Copy out the data word for word, without any of its pictures.

Stored data entries
%%
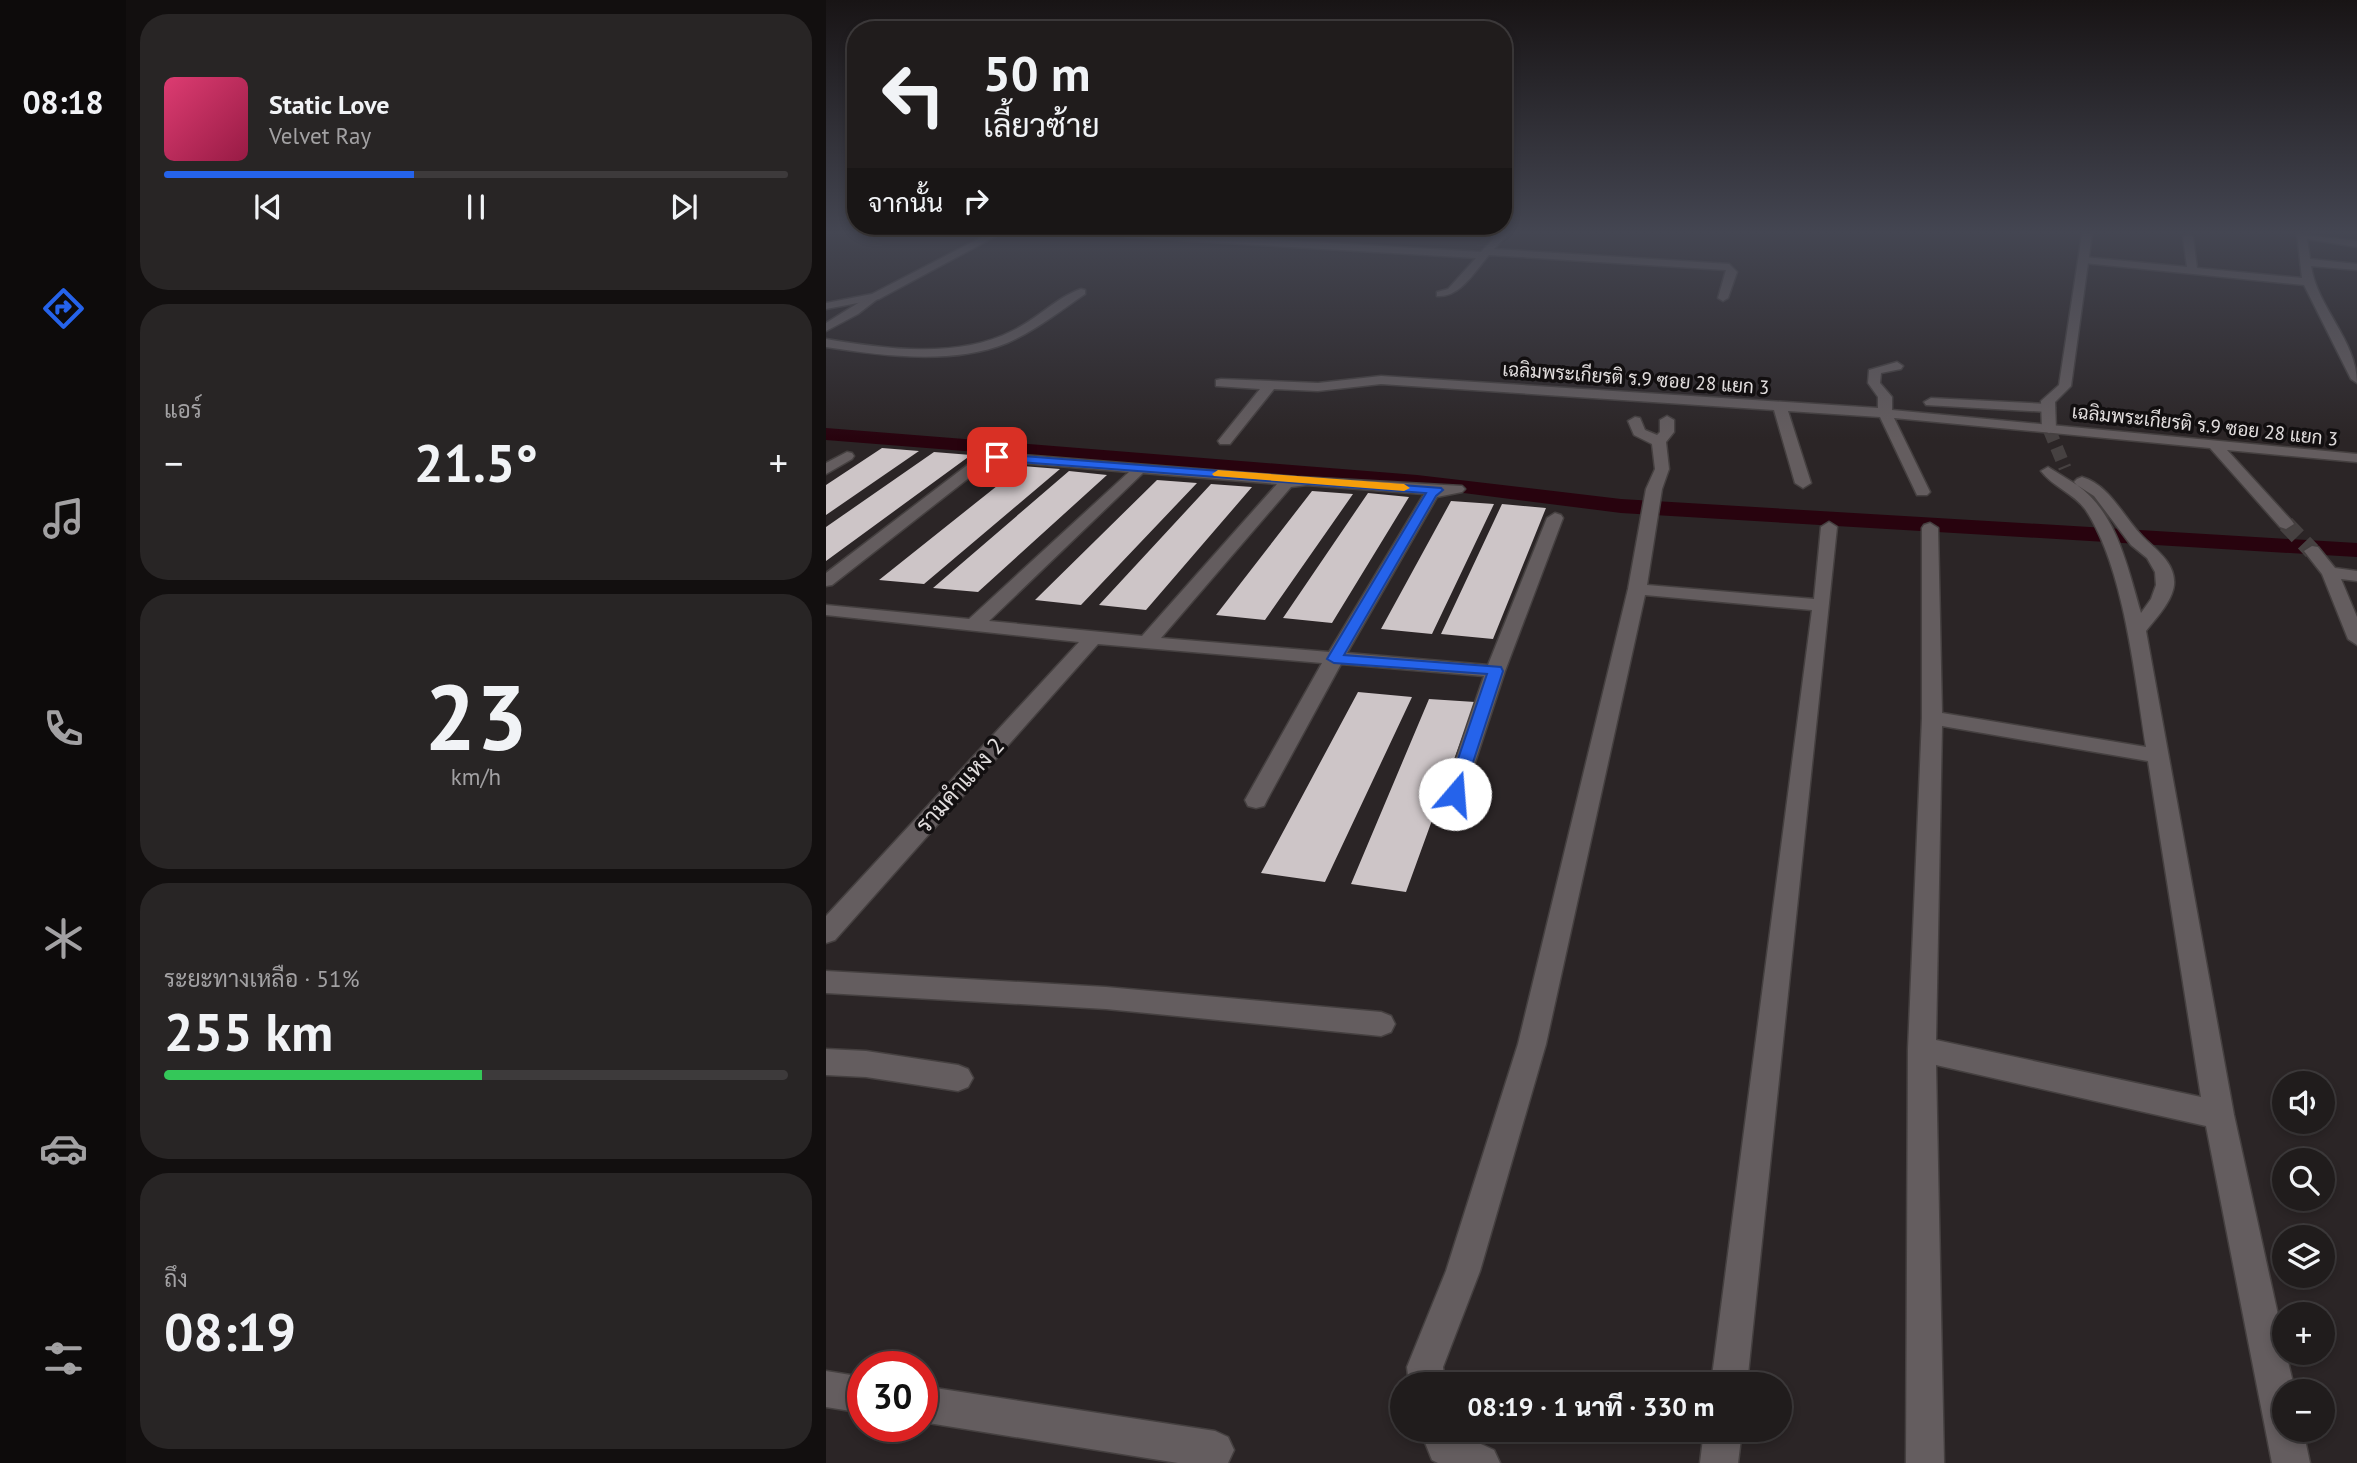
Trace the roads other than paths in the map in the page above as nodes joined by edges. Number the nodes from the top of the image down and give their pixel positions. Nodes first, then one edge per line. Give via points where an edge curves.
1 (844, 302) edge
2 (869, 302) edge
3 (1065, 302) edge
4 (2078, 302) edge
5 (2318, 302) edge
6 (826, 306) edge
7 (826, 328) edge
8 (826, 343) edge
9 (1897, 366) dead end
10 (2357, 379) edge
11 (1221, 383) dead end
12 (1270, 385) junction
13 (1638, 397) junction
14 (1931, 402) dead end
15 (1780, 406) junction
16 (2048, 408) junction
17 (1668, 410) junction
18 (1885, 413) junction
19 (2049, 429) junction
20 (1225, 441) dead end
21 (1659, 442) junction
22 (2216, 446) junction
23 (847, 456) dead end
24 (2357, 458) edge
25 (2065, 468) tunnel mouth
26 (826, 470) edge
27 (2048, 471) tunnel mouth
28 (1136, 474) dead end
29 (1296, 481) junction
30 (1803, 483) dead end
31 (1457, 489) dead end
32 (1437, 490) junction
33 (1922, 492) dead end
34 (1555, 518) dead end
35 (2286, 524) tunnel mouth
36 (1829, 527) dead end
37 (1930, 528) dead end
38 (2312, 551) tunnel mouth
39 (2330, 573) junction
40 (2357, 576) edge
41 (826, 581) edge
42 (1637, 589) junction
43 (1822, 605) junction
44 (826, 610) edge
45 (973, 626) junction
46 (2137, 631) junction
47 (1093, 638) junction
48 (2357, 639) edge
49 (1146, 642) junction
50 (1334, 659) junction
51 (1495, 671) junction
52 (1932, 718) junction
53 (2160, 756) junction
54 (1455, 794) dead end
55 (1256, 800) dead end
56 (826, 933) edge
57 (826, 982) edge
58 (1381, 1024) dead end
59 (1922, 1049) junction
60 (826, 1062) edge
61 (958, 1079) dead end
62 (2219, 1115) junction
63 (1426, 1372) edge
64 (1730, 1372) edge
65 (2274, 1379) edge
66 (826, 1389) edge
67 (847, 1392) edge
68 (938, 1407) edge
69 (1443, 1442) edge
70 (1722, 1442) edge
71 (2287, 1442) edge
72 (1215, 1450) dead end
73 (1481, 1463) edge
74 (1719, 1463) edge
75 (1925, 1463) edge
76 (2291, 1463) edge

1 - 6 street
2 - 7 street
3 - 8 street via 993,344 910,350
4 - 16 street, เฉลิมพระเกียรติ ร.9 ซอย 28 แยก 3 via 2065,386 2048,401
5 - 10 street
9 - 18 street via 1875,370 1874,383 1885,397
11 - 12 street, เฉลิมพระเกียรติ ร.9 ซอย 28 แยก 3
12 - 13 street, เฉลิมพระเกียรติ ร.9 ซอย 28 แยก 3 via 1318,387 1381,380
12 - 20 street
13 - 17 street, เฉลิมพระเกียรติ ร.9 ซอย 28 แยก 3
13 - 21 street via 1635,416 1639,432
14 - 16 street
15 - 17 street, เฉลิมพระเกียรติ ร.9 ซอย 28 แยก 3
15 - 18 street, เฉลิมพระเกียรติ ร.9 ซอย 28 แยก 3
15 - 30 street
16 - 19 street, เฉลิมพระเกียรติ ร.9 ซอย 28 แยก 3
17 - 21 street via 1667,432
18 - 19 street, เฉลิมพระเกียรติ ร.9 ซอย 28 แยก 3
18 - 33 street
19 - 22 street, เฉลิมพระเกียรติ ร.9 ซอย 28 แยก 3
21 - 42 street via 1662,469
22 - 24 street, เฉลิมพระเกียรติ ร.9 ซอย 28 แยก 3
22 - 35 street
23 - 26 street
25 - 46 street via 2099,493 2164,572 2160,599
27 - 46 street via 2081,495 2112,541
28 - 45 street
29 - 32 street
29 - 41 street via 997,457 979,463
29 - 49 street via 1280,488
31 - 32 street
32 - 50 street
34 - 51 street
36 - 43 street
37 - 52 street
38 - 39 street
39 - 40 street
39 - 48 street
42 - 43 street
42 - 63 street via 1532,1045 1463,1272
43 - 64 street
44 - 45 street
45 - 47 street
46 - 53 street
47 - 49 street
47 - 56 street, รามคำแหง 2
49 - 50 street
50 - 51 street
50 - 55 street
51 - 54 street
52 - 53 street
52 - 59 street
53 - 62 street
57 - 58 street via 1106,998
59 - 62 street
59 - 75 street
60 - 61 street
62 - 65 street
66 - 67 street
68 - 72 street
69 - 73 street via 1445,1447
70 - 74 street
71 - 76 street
%%
Solution to the problem.
Trace the roads other than paths in the map in the page above as nodes joined by edges. Number the nodes from the top of the image down and give their pixel positions. Nodes first, then one edge per line. Give via points where an edge curves.
1 (844, 302) edge
2 (869, 302) edge
3 (1065, 302) edge
4 (2078, 302) edge
5 (2318, 302) edge
6 (826, 306) edge
7 (826, 328) edge
8 (826, 343) edge
9 (1897, 366) dead end
10 (2357, 379) edge
11 (1221, 383) dead end
12 (1270, 385) junction
13 (1638, 397) junction
14 (1931, 402) dead end
15 (1780, 406) junction
16 (2048, 408) junction
17 (1668, 410) junction
18 (1885, 413) junction
19 (2049, 429) junction
20 (1225, 441) dead end
21 (1659, 442) junction
22 (2216, 446) junction
23 (847, 456) dead end
24 (2357, 458) edge
25 (2065, 468) tunnel mouth
26 (826, 470) edge
27 (2048, 471) tunnel mouth
28 (1136, 474) dead end
29 (1296, 481) junction
30 (1803, 483) dead end
31 (1457, 489) dead end
32 (1437, 490) junction
33 (1922, 492) dead end
34 (1555, 518) dead end
35 (2286, 524) tunnel mouth
36 (1829, 527) dead end
37 (1930, 528) dead end
38 (2312, 551) tunnel mouth
39 (2330, 573) junction
40 (2357, 576) edge
41 (826, 581) edge
42 (1637, 589) junction
43 (1822, 605) junction
44 (826, 610) edge
45 (973, 626) junction
46 (2137, 631) junction
47 (1093, 638) junction
48 (2357, 639) edge
49 (1146, 642) junction
50 (1334, 659) junction
51 (1495, 671) junction
52 (1932, 718) junction
53 (2160, 756) junction
54 (1455, 794) dead end
55 (1256, 800) dead end
56 (826, 933) edge
57 (826, 982) edge
58 (1381, 1024) dead end
59 (1922, 1049) junction
60 (826, 1062) edge
61 (958, 1079) dead end
62 (2219, 1115) junction
63 (1426, 1372) edge
64 (1730, 1372) edge
65 (2274, 1379) edge
66 (826, 1389) edge
67 (847, 1392) edge
68 (938, 1407) edge
69 (1443, 1442) edge
70 (1722, 1442) edge
71 (2287, 1442) edge
72 (1215, 1450) dead end
73 (1481, 1463) edge
74 (1719, 1463) edge
75 (1925, 1463) edge
76 (2291, 1463) edge

1 - 6 street
2 - 7 street
3 - 8 street via 993,344 910,350
4 - 16 street, เฉลิมพระเกียรติ ร.9 ซอย 28 แยก 3 via 2065,386 2048,401
5 - 10 street
9 - 18 street via 1875,370 1874,383 1885,397
11 - 12 street, เฉลิมพระเกียรติ ร.9 ซอย 28 แยก 3
12 - 13 street, เฉลิมพระเกียรติ ร.9 ซอย 28 แยก 3 via 1318,387 1381,380
12 - 20 street
13 - 17 street, เฉลิมพระเกียรติ ร.9 ซอย 28 แยก 3
13 - 21 street via 1635,416 1639,432
14 - 16 street
15 - 17 street, เฉลิมพระเกียรติ ร.9 ซอย 28 แยก 3
15 - 18 street, เฉลิมพระเกียรติ ร.9 ซอย 28 แยก 3
15 - 30 street
16 - 19 street, เฉลิมพระเกียรติ ร.9 ซอย 28 แยก 3
17 - 21 street via 1667,432
18 - 19 street, เฉลิมพระเกียรติ ร.9 ซอย 28 แยก 3
18 - 33 street
19 - 22 street, เฉลิมพระเกียรติ ร.9 ซอย 28 แยก 3
21 - 42 street via 1662,469
22 - 24 street, เฉลิมพระเกียรติ ร.9 ซอย 28 แยก 3
22 - 35 street
23 - 26 street
25 - 46 street via 2099,493 2164,572 2160,599
27 - 46 street via 2081,495 2112,541
28 - 45 street
29 - 32 street
29 - 41 street via 997,457 979,463
29 - 49 street via 1280,488
31 - 32 street
32 - 50 street
34 - 51 street
36 - 43 street
37 - 52 street
38 - 39 street
39 - 40 street
39 - 48 street
42 - 43 street
42 - 63 street via 1532,1045 1463,1272
43 - 64 street
44 - 45 street
45 - 47 street
46 - 53 street
47 - 49 street
47 - 56 street, รามคำแหง 2
49 - 50 street
50 - 51 street
50 - 55 street
51 - 54 street
52 - 53 street
52 - 59 street
53 - 62 street
57 - 58 street via 1106,998
59 - 62 street
59 - 75 street
60 - 61 street
62 - 65 street
66 - 67 street
68 - 72 street
69 - 73 street via 1445,1447
70 - 74 street
71 - 76 street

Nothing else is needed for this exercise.